Just wondering if you’ve heard of google family link? It’s a brilliant app that you install on tablets/phones etc and lets you keep track of what apps they’re downloading, setting age limits so they can’t access inappropriate content. You can set screen time limits and bedtime hours where the tablet locks automatically at a certain time of night and unlocks in the morning at hours you specify. You can even get it on iPhones

GrassIsntGreener · 21/07/2019 23:04

It isn't the holidays everywhere just yet, not sure if the child has school tomorrow maybe I missed that.

In the holidays in our house it's kind of left up to my children when they sleep.

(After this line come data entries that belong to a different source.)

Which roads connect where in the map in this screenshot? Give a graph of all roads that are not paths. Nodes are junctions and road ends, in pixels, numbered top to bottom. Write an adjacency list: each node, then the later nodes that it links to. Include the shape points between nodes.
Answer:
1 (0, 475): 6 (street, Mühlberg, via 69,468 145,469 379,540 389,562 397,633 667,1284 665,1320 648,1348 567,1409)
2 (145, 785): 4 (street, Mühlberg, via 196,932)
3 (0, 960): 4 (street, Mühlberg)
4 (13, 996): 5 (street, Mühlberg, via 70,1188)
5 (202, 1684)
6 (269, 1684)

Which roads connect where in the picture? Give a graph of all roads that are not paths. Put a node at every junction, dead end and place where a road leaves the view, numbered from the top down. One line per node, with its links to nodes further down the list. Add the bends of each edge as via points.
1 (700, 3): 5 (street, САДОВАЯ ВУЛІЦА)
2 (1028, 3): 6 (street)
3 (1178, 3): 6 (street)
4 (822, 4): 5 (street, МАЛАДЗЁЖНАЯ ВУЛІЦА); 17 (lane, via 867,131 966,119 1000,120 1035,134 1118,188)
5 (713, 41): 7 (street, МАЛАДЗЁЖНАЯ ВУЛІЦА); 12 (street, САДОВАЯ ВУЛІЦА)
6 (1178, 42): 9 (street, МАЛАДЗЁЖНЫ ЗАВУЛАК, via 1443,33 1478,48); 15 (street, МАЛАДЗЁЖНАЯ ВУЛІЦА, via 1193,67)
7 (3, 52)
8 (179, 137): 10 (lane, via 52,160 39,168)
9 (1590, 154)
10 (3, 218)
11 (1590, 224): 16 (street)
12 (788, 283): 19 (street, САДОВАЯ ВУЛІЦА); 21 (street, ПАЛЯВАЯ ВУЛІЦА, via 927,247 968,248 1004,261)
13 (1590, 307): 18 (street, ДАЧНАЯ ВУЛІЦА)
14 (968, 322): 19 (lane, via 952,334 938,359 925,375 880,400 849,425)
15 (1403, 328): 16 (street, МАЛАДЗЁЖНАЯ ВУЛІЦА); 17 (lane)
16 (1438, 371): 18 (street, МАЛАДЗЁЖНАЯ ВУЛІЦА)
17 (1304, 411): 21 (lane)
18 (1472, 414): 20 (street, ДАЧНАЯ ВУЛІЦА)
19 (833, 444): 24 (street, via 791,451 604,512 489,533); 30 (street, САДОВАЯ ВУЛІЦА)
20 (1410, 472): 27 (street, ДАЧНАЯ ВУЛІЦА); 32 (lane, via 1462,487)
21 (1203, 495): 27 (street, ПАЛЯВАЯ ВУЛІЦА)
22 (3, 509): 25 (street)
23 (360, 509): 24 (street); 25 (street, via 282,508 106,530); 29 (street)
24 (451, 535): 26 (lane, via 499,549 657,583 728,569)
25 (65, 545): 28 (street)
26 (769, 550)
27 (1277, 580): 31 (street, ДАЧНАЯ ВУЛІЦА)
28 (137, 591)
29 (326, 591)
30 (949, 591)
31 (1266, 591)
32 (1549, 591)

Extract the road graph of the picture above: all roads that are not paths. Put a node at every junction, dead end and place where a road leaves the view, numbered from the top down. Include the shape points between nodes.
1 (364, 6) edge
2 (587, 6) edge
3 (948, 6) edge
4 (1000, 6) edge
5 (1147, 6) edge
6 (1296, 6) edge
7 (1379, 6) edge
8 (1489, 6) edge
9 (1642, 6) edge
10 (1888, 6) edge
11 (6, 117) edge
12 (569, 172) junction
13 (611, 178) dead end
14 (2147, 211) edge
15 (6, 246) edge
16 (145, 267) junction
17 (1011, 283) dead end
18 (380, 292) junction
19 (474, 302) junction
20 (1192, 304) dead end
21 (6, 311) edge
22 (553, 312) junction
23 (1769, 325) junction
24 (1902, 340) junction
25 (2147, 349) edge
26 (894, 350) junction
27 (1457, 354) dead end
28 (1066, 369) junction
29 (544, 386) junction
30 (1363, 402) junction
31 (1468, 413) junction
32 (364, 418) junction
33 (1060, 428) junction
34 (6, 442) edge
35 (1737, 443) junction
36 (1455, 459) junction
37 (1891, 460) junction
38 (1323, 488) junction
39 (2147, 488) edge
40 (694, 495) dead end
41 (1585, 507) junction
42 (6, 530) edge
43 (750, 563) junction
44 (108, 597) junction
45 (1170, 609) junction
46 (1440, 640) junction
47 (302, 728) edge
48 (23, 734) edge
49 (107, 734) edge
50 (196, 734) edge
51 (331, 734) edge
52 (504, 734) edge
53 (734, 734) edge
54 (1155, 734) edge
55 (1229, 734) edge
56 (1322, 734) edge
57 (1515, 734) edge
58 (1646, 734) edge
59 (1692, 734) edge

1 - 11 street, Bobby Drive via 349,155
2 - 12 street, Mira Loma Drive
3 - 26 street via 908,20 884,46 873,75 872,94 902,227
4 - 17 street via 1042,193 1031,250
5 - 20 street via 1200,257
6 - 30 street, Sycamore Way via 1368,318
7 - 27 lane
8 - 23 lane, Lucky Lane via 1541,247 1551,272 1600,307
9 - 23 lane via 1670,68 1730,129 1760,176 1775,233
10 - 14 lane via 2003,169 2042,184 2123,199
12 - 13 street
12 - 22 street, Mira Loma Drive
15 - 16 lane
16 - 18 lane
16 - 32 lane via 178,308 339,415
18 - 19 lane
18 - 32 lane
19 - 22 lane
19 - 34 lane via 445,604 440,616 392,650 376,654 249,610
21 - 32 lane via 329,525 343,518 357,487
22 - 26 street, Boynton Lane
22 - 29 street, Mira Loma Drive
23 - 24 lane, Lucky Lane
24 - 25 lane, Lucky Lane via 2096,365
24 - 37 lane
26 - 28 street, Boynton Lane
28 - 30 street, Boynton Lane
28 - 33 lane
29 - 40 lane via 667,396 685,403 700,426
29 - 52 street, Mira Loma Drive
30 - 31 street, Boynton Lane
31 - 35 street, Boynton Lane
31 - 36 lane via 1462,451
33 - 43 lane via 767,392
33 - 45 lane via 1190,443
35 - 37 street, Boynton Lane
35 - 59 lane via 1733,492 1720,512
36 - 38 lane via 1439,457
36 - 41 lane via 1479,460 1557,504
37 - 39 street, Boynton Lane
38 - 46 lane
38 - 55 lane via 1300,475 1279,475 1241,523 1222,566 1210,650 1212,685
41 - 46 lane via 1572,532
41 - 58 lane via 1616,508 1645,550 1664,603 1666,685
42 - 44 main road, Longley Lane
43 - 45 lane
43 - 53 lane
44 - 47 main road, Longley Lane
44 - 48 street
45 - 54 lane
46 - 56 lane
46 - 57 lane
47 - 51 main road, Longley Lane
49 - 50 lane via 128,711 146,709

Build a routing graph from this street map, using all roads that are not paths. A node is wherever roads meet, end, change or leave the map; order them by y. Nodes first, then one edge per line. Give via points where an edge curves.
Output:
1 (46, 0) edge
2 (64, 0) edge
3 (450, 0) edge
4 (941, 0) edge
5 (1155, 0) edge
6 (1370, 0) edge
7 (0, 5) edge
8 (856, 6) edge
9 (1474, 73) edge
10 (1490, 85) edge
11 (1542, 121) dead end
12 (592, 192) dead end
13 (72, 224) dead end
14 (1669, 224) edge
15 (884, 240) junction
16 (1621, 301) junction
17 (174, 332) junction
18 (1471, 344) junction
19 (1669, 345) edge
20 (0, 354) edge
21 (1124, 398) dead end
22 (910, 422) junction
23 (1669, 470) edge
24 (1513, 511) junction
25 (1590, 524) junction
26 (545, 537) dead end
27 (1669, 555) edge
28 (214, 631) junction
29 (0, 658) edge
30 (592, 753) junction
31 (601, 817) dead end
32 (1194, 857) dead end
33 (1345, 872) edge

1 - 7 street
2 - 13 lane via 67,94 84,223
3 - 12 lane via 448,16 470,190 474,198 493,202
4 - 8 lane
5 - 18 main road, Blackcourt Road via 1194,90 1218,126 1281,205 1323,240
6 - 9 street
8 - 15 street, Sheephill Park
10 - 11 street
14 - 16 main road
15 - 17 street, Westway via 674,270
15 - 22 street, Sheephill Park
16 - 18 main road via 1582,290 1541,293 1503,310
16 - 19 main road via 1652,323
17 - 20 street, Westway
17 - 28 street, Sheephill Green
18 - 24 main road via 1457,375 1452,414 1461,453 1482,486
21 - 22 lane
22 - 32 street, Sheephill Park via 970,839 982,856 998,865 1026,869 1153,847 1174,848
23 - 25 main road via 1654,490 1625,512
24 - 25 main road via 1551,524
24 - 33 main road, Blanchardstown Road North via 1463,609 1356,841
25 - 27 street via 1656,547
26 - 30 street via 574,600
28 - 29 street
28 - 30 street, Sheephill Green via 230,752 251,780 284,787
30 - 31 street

But as I say, everyone has different rules.

boltfromblue · 21/07/2019 23:04

Sorry posted too soon. It's impossible to police it all the time (to the poster who said they should be supervised at 11 or in view?)

We should be teaching our children how to navigate the web, make the devices safe for them and educate ourselves on what they are doing, can do, access and how to deal with the fallout.

The 2johns are a brilliant source of information. www.esafetytraining.org

BikeRunSki · 21/07/2019 23:06

DS’s tablet (and other screen usage egPS4) is banned if I find him on his tablet after lights out. 24 hrs at first, 48hrs etc fir second offence in a week. There is no point having rules if there are no consequences for breaking them.

Hithere12 · 21/07/2019 23:07

These gadgets are completely addictive for adults, let alone kids. I’d just ask her to give it to you at a set time every night.